» **PROBLEM DESCRIPTION**
Scan the material below for the word "change", then copy every line in which it appears.

BEGIN DATA UNDER STUDY

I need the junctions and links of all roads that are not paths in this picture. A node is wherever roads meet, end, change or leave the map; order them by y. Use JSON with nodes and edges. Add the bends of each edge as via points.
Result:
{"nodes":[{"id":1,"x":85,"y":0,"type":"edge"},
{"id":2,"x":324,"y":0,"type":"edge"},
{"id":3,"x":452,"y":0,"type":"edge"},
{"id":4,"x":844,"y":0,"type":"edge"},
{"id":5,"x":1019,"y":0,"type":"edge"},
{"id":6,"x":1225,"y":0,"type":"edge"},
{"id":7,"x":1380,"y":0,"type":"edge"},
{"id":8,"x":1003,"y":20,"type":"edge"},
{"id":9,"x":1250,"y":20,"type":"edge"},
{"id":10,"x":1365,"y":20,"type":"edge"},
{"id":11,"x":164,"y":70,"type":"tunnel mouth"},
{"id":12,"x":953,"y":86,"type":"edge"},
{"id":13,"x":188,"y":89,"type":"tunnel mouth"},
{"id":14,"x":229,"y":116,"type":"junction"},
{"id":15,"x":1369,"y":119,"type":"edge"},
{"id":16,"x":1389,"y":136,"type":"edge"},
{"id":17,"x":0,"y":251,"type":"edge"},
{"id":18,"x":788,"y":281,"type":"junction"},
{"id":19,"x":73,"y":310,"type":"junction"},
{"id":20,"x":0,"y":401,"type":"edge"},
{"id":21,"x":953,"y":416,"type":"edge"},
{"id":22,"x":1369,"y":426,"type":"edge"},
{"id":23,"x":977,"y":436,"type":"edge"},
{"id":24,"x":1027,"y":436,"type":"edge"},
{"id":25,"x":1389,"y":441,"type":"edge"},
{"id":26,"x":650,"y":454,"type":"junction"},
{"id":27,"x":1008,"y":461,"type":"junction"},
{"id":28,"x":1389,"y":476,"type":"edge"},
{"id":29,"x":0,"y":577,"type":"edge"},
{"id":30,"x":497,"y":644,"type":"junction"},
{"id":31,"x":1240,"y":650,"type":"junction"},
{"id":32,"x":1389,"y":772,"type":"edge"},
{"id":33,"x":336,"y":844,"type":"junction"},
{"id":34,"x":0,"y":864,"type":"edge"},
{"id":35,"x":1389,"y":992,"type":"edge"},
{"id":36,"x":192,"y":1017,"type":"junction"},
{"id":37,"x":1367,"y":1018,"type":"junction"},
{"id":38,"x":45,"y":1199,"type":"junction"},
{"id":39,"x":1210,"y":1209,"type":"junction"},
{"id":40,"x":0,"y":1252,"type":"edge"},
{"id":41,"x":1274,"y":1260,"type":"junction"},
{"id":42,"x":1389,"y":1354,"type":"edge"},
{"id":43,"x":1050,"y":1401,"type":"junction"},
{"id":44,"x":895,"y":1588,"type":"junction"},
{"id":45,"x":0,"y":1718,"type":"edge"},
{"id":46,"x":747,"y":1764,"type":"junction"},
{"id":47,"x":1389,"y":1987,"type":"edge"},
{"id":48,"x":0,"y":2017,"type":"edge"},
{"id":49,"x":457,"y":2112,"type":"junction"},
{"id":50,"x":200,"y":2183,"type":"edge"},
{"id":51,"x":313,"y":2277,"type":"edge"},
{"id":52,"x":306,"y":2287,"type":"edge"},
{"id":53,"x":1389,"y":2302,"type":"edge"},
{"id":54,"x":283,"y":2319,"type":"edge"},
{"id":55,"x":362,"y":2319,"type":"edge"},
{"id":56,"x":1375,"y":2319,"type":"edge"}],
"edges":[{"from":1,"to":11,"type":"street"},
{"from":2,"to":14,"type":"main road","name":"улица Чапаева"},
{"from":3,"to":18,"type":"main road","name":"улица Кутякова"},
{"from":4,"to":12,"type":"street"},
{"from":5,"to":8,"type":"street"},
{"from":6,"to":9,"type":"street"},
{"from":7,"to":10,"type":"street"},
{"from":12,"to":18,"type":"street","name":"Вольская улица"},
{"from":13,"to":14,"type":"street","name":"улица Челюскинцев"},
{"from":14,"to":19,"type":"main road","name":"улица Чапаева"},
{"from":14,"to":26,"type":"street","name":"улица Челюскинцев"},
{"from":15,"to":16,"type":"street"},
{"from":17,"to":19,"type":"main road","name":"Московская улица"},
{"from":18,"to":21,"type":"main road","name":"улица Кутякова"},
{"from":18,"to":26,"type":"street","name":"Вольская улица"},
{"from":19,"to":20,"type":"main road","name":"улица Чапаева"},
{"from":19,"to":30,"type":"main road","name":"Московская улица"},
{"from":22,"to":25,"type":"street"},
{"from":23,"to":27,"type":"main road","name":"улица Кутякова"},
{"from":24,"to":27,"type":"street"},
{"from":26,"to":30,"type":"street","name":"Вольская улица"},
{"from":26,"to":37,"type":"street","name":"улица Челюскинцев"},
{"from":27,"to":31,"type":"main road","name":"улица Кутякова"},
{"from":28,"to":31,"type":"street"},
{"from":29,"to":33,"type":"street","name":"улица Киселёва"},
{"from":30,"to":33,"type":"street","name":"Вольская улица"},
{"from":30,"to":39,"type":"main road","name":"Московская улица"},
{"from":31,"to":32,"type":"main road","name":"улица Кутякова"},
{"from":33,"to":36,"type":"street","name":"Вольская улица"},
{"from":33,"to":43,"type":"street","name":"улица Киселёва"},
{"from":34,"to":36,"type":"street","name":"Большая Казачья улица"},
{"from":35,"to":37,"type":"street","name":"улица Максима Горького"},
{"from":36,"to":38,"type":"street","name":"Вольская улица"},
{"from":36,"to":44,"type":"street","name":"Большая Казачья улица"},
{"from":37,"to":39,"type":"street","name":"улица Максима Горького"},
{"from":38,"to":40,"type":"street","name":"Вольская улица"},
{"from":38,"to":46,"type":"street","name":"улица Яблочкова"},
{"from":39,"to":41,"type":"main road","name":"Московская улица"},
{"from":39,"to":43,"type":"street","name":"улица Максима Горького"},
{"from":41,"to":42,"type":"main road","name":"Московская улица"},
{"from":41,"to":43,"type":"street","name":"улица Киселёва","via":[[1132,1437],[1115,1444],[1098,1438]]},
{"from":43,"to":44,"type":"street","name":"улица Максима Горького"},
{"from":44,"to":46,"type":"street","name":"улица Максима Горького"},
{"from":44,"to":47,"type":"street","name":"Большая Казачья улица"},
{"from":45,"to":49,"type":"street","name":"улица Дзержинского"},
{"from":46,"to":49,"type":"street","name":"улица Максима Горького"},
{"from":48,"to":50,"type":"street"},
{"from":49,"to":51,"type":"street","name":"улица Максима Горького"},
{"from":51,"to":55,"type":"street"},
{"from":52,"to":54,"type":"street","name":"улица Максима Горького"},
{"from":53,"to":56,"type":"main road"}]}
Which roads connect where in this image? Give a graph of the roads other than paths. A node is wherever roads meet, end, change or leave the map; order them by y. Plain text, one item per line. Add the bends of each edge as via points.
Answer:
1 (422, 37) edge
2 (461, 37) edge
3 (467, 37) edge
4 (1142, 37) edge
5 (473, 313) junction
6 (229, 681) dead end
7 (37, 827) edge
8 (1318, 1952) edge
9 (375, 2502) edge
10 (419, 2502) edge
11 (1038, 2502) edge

END DATA UNDER STUDY

» **EXERCISE SOLUTION**
I need the junctions and links of all roads that are not paths in this picture. A node is wherever roads meet, end, change or leave the map; order them by y. Use JSON with nodes and edges. Add the bends of each edge as via points.
Which roads connect where in this image? Give a graph of the roads other than paths. A node is wherever roads meet, end, change or leave the map; order them by y. Plain text, one item per line. Add the bends of each edge as via points.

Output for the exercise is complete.